## What the exercise asks
Tally the lines in the material below that hold the string "pixel" and report the tally alone.

## Data extract
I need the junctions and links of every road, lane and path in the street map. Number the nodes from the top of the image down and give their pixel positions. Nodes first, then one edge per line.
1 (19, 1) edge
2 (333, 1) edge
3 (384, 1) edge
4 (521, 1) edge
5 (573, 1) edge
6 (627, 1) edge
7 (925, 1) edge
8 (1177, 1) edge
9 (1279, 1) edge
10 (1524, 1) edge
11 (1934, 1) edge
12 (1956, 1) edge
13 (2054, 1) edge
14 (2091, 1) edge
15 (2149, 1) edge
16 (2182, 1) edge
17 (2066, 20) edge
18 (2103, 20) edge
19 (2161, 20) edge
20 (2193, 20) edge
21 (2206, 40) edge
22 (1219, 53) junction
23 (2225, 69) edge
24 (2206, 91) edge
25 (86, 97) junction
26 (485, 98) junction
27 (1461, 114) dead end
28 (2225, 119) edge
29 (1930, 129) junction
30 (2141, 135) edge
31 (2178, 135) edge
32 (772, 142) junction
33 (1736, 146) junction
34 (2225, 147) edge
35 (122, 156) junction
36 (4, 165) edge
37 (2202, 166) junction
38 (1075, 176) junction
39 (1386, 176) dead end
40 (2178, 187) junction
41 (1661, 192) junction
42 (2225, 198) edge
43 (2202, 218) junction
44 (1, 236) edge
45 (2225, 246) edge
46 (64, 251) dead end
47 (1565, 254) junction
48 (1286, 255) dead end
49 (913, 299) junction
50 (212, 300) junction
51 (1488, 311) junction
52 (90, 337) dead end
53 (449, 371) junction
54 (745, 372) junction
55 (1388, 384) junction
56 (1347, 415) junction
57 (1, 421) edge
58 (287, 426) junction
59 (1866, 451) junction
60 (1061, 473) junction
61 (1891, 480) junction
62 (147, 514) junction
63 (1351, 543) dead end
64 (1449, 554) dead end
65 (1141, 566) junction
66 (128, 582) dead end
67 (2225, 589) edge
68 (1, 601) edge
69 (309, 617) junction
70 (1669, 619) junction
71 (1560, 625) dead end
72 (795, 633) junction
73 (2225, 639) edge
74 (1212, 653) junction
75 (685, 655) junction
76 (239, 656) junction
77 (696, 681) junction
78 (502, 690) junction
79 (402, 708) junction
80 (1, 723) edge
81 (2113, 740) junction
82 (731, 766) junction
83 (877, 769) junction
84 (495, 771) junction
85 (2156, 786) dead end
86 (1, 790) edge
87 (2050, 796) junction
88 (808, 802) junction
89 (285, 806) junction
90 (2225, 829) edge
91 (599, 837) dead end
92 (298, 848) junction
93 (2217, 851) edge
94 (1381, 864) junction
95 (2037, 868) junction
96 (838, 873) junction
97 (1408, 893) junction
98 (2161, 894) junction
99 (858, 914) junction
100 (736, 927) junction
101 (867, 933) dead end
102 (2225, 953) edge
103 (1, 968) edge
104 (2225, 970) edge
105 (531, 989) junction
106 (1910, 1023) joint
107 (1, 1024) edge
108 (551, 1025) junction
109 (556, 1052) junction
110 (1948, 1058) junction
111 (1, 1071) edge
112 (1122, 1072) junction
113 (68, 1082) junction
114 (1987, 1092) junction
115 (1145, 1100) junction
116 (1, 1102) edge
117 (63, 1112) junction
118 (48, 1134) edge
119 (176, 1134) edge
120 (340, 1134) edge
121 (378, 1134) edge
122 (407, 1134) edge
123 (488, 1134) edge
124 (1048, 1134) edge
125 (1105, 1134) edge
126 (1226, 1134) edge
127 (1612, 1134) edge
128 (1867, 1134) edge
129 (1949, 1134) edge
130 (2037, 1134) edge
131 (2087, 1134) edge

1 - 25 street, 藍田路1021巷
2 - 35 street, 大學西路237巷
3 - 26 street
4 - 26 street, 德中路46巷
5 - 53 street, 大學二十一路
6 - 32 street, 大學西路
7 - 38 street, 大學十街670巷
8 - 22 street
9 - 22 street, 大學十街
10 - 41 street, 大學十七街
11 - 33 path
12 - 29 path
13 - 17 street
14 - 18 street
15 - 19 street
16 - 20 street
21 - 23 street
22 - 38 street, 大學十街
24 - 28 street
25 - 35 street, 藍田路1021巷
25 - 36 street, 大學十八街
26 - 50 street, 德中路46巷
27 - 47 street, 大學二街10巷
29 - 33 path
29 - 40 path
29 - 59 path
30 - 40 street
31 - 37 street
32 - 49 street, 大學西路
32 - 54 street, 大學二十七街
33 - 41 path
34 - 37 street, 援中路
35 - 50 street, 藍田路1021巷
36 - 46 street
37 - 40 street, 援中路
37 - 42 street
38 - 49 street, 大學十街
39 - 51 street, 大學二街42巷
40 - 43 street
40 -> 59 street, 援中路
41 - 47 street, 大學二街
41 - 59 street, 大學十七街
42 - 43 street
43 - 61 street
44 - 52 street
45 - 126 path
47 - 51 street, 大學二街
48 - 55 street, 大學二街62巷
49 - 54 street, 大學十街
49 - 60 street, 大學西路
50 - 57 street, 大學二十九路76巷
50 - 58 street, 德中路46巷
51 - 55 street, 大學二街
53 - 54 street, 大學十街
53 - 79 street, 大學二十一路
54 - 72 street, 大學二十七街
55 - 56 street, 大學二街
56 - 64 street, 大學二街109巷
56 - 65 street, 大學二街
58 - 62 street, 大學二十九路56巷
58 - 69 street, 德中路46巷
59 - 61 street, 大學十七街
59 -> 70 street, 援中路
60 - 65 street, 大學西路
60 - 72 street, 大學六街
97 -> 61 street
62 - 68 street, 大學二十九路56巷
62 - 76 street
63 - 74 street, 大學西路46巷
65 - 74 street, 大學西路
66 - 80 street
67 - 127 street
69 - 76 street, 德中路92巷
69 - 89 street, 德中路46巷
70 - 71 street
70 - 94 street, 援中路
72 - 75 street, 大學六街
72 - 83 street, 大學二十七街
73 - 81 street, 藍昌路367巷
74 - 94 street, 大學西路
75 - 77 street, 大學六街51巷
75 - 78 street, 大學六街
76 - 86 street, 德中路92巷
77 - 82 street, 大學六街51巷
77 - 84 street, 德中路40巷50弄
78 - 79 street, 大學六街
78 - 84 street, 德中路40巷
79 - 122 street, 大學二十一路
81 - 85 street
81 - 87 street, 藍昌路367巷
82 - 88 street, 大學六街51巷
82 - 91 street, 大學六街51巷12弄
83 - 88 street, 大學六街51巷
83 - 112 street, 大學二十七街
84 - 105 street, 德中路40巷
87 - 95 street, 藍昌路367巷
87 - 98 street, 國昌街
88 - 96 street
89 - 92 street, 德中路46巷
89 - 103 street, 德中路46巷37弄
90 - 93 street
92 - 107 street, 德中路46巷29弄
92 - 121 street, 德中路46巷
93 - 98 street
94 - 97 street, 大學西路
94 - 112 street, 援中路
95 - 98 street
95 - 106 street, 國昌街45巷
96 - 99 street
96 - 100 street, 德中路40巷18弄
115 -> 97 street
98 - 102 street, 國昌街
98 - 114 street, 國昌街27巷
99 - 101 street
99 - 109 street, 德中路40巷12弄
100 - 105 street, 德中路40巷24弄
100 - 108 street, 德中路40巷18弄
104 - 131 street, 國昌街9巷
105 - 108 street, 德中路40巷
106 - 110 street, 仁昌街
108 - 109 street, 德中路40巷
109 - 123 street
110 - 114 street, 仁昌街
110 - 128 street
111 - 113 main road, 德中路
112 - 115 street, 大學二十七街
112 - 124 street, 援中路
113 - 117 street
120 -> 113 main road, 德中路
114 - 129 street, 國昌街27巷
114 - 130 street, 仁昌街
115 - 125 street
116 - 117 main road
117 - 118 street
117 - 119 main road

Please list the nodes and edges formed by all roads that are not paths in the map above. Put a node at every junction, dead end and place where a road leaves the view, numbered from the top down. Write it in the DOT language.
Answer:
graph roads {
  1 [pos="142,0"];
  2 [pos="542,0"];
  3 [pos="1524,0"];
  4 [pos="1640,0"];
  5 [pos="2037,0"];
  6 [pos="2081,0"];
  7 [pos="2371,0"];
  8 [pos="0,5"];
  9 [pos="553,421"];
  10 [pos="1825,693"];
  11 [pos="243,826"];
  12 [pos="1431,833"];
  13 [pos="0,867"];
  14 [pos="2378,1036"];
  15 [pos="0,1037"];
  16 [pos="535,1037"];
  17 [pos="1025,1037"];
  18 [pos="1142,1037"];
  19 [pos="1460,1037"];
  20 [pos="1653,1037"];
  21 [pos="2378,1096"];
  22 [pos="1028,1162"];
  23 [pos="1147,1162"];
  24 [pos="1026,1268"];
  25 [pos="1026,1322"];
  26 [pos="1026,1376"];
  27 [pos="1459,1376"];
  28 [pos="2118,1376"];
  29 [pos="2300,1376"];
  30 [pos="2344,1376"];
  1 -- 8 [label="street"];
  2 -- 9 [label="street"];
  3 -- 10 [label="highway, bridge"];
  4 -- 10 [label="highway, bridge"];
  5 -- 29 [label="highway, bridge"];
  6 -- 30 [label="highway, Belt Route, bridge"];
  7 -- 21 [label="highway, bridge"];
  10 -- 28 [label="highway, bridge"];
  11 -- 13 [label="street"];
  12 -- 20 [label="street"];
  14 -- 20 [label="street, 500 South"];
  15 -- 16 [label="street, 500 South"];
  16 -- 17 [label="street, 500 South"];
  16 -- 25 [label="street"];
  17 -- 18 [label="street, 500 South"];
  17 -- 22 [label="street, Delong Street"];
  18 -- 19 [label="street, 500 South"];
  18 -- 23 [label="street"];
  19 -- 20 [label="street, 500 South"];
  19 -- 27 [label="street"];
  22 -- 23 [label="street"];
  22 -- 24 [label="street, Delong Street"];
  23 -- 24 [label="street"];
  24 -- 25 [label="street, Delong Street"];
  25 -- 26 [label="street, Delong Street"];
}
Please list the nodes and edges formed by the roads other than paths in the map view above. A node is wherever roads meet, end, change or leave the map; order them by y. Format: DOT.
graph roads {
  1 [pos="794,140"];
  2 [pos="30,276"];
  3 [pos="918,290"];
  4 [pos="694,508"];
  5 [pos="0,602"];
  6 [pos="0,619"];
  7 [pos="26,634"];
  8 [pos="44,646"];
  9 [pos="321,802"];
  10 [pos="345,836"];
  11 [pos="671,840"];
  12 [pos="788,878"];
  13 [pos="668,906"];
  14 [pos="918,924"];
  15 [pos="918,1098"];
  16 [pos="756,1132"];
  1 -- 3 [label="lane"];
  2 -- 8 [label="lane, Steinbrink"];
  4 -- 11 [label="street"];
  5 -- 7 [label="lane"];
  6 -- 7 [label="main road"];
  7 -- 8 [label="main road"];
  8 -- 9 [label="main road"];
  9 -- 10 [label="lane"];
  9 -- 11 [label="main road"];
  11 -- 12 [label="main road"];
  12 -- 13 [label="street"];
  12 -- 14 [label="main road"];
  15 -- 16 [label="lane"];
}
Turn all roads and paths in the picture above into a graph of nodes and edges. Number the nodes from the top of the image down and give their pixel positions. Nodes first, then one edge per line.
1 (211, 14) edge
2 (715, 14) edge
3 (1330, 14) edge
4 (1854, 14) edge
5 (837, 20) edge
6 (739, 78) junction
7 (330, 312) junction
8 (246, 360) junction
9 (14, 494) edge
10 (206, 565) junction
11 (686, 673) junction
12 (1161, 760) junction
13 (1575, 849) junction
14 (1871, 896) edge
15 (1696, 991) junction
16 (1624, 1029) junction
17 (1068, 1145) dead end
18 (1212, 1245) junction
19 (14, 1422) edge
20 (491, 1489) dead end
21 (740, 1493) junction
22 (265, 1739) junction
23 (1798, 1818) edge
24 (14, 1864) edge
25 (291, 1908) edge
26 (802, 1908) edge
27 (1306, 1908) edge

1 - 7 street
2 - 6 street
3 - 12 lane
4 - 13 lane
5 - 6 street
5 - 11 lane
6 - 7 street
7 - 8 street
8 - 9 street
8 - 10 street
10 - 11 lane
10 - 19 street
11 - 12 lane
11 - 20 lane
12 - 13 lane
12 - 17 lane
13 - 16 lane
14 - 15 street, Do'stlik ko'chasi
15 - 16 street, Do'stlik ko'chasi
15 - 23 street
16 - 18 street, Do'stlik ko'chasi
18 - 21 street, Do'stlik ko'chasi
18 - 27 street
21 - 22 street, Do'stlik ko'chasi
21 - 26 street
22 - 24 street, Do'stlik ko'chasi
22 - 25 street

## Solution to this problem
2